# About this exercise
Records appear below. Give all of them again, exactly.

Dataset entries
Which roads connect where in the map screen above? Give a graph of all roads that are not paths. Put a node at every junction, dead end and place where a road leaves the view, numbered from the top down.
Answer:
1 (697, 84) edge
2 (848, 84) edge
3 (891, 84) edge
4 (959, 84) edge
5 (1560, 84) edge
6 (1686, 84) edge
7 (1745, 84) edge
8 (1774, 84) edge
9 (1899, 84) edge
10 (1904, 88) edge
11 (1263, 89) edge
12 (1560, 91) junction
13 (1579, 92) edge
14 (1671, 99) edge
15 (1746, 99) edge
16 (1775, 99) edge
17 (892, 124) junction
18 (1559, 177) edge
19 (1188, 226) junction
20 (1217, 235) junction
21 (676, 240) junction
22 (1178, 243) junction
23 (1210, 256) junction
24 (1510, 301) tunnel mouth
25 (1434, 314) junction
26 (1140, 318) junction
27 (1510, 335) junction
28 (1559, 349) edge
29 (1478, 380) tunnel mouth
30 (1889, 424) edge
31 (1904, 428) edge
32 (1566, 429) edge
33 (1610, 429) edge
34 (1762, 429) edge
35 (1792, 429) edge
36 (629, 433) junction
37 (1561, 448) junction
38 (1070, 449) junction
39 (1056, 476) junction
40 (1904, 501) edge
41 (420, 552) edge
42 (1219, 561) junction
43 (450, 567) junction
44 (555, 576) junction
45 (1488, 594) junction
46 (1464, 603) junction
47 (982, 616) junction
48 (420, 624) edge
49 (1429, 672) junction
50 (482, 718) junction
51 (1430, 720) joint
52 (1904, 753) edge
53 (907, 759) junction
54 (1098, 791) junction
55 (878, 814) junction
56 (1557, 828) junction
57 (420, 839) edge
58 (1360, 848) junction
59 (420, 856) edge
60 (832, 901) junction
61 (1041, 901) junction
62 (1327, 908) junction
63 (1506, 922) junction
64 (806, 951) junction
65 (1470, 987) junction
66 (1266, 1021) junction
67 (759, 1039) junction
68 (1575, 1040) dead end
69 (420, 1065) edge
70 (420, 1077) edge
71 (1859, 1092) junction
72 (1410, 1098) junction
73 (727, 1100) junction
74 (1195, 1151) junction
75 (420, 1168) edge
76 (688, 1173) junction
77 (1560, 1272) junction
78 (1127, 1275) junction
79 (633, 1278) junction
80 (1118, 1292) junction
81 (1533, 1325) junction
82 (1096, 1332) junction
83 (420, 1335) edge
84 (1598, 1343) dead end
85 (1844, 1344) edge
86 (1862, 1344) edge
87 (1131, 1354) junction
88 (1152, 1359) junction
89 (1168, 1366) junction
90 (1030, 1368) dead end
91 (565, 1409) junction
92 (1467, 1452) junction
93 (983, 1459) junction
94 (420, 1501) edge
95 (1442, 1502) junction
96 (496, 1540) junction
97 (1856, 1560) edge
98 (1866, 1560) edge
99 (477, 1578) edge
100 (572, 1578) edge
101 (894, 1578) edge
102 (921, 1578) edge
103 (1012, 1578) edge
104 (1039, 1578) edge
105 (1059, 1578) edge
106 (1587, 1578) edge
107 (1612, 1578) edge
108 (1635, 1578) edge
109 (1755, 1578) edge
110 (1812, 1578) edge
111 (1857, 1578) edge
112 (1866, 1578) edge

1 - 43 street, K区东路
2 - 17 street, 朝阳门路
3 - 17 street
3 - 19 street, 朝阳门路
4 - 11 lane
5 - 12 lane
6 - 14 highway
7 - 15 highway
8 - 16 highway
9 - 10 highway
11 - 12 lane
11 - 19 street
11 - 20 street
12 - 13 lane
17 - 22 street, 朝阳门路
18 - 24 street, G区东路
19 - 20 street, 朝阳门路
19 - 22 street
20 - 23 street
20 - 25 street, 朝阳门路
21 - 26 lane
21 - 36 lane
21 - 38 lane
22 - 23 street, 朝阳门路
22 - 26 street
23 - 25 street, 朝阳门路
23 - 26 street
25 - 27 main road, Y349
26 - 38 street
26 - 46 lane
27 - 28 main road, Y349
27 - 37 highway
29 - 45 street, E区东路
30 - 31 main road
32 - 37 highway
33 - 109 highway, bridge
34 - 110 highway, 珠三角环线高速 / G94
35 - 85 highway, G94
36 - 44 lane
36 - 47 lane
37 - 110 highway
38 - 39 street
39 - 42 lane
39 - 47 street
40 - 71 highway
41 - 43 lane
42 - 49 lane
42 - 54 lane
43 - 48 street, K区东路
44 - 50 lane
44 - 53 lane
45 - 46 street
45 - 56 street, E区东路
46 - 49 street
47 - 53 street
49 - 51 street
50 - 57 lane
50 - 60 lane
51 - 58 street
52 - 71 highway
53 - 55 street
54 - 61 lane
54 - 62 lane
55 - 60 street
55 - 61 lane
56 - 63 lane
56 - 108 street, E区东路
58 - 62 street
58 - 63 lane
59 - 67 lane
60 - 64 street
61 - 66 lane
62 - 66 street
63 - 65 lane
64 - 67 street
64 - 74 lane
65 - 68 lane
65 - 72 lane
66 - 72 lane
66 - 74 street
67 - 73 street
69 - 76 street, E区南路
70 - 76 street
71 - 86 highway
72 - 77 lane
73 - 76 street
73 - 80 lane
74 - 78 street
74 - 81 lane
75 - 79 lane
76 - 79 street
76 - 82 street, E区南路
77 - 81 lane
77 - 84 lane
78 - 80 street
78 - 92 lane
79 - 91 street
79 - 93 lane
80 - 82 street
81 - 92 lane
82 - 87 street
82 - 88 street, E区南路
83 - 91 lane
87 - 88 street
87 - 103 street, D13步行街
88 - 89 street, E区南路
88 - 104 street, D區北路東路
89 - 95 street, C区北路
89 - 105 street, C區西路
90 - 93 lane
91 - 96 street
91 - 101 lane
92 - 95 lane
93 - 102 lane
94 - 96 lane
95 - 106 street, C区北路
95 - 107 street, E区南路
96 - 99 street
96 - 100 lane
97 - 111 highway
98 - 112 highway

# Exercise solution
Which roads connect where in the map screen above? Give a graph of all roads that are not paths. Put a node at every junction, dead end and place where a road leaves the view, numbered from the top down.
Answer:
1 (697, 84) edge
2 (848, 84) edge
3 (891, 84) edge
4 (959, 84) edge
5 (1560, 84) edge
6 (1686, 84) edge
7 (1745, 84) edge
8 (1774, 84) edge
9 (1899, 84) edge
10 (1904, 88) edge
11 (1263, 89) edge
12 (1560, 91) junction
13 (1579, 92) edge
14 (1671, 99) edge
15 (1746, 99) edge
16 (1775, 99) edge
17 (892, 124) junction
18 (1559, 177) edge
19 (1188, 226) junction
20 (1217, 235) junction
21 (676, 240) junction
22 (1178, 243) junction
23 (1210, 256) junction
24 (1510, 301) tunnel mouth
25 (1434, 314) junction
26 (1140, 318) junction
27 (1510, 335) junction
28 (1559, 349) edge
29 (1478, 380) tunnel mouth
30 (1889, 424) edge
31 (1904, 428) edge
32 (1566, 429) edge
33 (1610, 429) edge
34 (1762, 429) edge
35 (1792, 429) edge
36 (629, 433) junction
37 (1561, 448) junction
38 (1070, 449) junction
39 (1056, 476) junction
40 (1904, 501) edge
41 (420, 552) edge
42 (1219, 561) junction
43 (450, 567) junction
44 (555, 576) junction
45 (1488, 594) junction
46 (1464, 603) junction
47 (982, 616) junction
48 (420, 624) edge
49 (1429, 672) junction
50 (482, 718) junction
51 (1430, 720) joint
52 (1904, 753) edge
53 (907, 759) junction
54 (1098, 791) junction
55 (878, 814) junction
56 (1557, 828) junction
57 (420, 839) edge
58 (1360, 848) junction
59 (420, 856) edge
60 (832, 901) junction
61 (1041, 901) junction
62 (1327, 908) junction
63 (1506, 922) junction
64 (806, 951) junction
65 (1470, 987) junction
66 (1266, 1021) junction
67 (759, 1039) junction
68 (1575, 1040) dead end
69 (420, 1065) edge
70 (420, 1077) edge
71 (1859, 1092) junction
72 (1410, 1098) junction
73 (727, 1100) junction
74 (1195, 1151) junction
75 (420, 1168) edge
76 (688, 1173) junction
77 (1560, 1272) junction
78 (1127, 1275) junction
79 (633, 1278) junction
80 (1118, 1292) junction
81 (1533, 1325) junction
82 (1096, 1332) junction
83 (420, 1335) edge
84 (1598, 1343) dead end
85 (1844, 1344) edge
86 (1862, 1344) edge
87 (1131, 1354) junction
88 (1152, 1359) junction
89 (1168, 1366) junction
90 (1030, 1368) dead end
91 (565, 1409) junction
92 (1467, 1452) junction
93 (983, 1459) junction
94 (420, 1501) edge
95 (1442, 1502) junction
96 (496, 1540) junction
97 (1856, 1560) edge
98 (1866, 1560) edge
99 (477, 1578) edge
100 (572, 1578) edge
101 (894, 1578) edge
102 (921, 1578) edge
103 (1012, 1578) edge
104 (1039, 1578) edge
105 (1059, 1578) edge
106 (1587, 1578) edge
107 (1612, 1578) edge
108 (1635, 1578) edge
109 (1755, 1578) edge
110 (1812, 1578) edge
111 (1857, 1578) edge
112 (1866, 1578) edge

1 - 43 street, K区东路
2 - 17 street, 朝阳门路
3 - 17 street
3 - 19 street, 朝阳门路
4 - 11 lane
5 - 12 lane
6 - 14 highway
7 - 15 highway
8 - 16 highway
9 - 10 highway
11 - 12 lane
11 - 19 street
11 - 20 street
12 - 13 lane
17 - 22 street, 朝阳门路
18 - 24 street, G区东路
19 - 20 street, 朝阳门路
19 - 22 street
20 - 23 street
20 - 25 street, 朝阳门路
21 - 26 lane
21 - 36 lane
21 - 38 lane
22 - 23 street, 朝阳门路
22 - 26 street
23 - 25 street, 朝阳门路
23 - 26 street
25 - 27 main road, Y349
26 - 38 street
26 - 46 lane
27 - 28 main road, Y349
27 - 37 highway
29 - 45 street, E区东路
30 - 31 main road
32 - 37 highway
33 - 109 highway, bridge
34 - 110 highway, 珠三角环线高速 / G94
35 - 85 highway, G94
36 - 44 lane
36 - 47 lane
37 - 110 highway
38 - 39 street
39 - 42 lane
39 - 47 street
40 - 71 highway
41 - 43 lane
42 - 49 lane
42 - 54 lane
43 - 48 street, K区东路
44 - 50 lane
44 - 53 lane
45 - 46 street
45 - 56 street, E区东路
46 - 49 street
47 - 53 street
49 - 51 street
50 - 57 lane
50 - 60 lane
51 - 58 street
52 - 71 highway
53 - 55 street
54 - 61 lane
54 - 62 lane
55 - 60 street
55 - 61 lane
56 - 63 lane
56 - 108 street, E区东路
58 - 62 street
58 - 63 lane
59 - 67 lane
60 - 64 street
61 - 66 lane
62 - 66 street
63 - 65 lane
64 - 67 street
64 - 74 lane
65 - 68 lane
65 - 72 lane
66 - 72 lane
66 - 74 street
67 - 73 street
69 - 76 street, E区南路
70 - 76 street
71 - 86 highway
72 - 77 lane
73 - 76 street
73 - 80 lane
74 - 78 street
74 - 81 lane
75 - 79 lane
76 - 79 street
76 - 82 street, E区南路
77 - 81 lane
77 - 84 lane
78 - 80 street
78 - 92 lane
79 - 91 street
79 - 93 lane
80 - 82 street
81 - 92 lane
82 - 87 street
82 - 88 street, E区南路
83 - 91 lane
87 - 88 street
87 - 103 street, D13步行街
88 - 89 street, E区南路
88 - 104 street, D區北路東路
89 - 95 street, C区北路
89 - 105 street, C區西路
90 - 93 lane
91 - 96 street
91 - 101 lane
92 - 95 lane
93 - 102 lane
94 - 96 lane
95 - 106 street, C区北路
95 - 107 street, E区南路
96 - 99 street
96 - 100 lane
97 - 111 highway
98 - 112 highway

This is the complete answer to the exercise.